In the data below, find the line containing "thumb tip: (1225, 881)", then set down that line and every later line up to and including the line containing "pinky pip: (1325, 928)", exactly.

RECORDS TO USE START

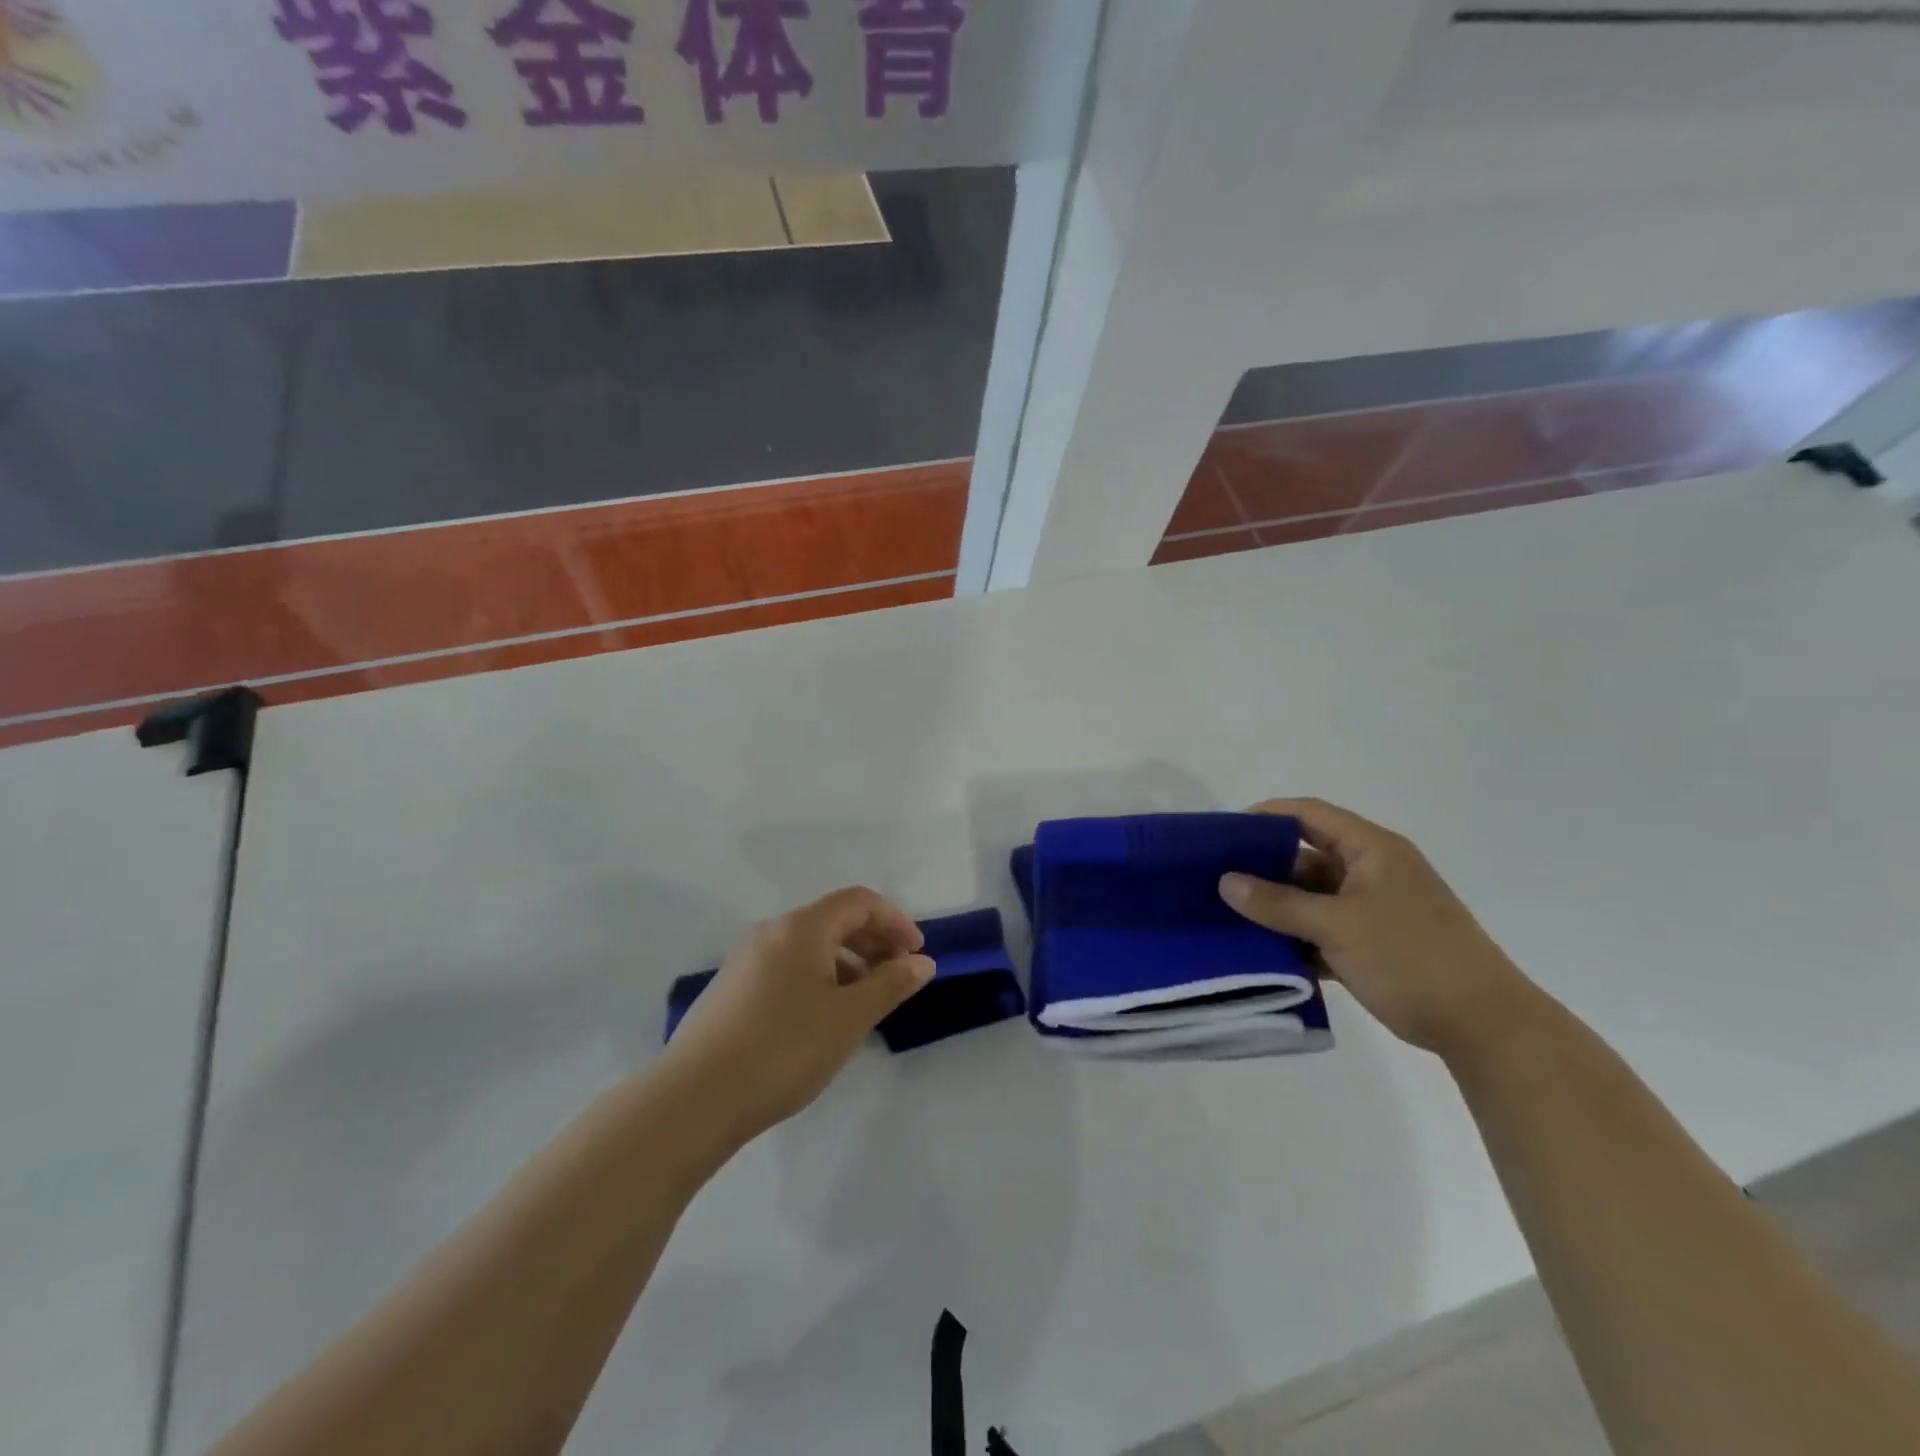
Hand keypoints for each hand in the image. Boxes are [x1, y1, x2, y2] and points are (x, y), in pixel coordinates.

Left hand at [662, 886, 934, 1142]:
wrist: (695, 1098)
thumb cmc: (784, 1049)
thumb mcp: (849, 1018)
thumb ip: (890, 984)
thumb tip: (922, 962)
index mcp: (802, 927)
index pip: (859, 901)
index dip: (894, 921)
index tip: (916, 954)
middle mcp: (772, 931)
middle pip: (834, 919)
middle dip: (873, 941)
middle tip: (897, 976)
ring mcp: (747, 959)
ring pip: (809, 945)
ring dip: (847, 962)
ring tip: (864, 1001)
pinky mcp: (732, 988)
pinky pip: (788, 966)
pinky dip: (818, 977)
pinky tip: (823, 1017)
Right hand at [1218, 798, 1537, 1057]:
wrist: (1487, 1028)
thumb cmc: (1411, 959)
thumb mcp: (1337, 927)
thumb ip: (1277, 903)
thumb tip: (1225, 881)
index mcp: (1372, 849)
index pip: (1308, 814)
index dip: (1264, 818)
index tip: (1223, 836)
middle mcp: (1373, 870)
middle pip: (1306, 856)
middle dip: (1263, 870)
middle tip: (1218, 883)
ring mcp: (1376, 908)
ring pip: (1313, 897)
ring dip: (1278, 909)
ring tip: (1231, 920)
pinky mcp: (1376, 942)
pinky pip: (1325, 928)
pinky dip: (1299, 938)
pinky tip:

RECORDS TO USE END

• _TASK OUTPUT_:
thumb tip: (1225, 881)
index mcp: (1372, 849)
index pip: (1308, 814)
index dip: (1264, 818)
index tip: (1223, 836)
middle mcp: (1373, 870)
middle pip: (1306, 856)
middle dip: (1263, 870)
middle tip: (1218, 883)
ring mcp: (1376, 908)
ring pip: (1313, 897)
ring dip: (1278, 909)
ring tip: (1231, 920)
pinky mcp: (1376, 942)
pinky pip: (1325, 928)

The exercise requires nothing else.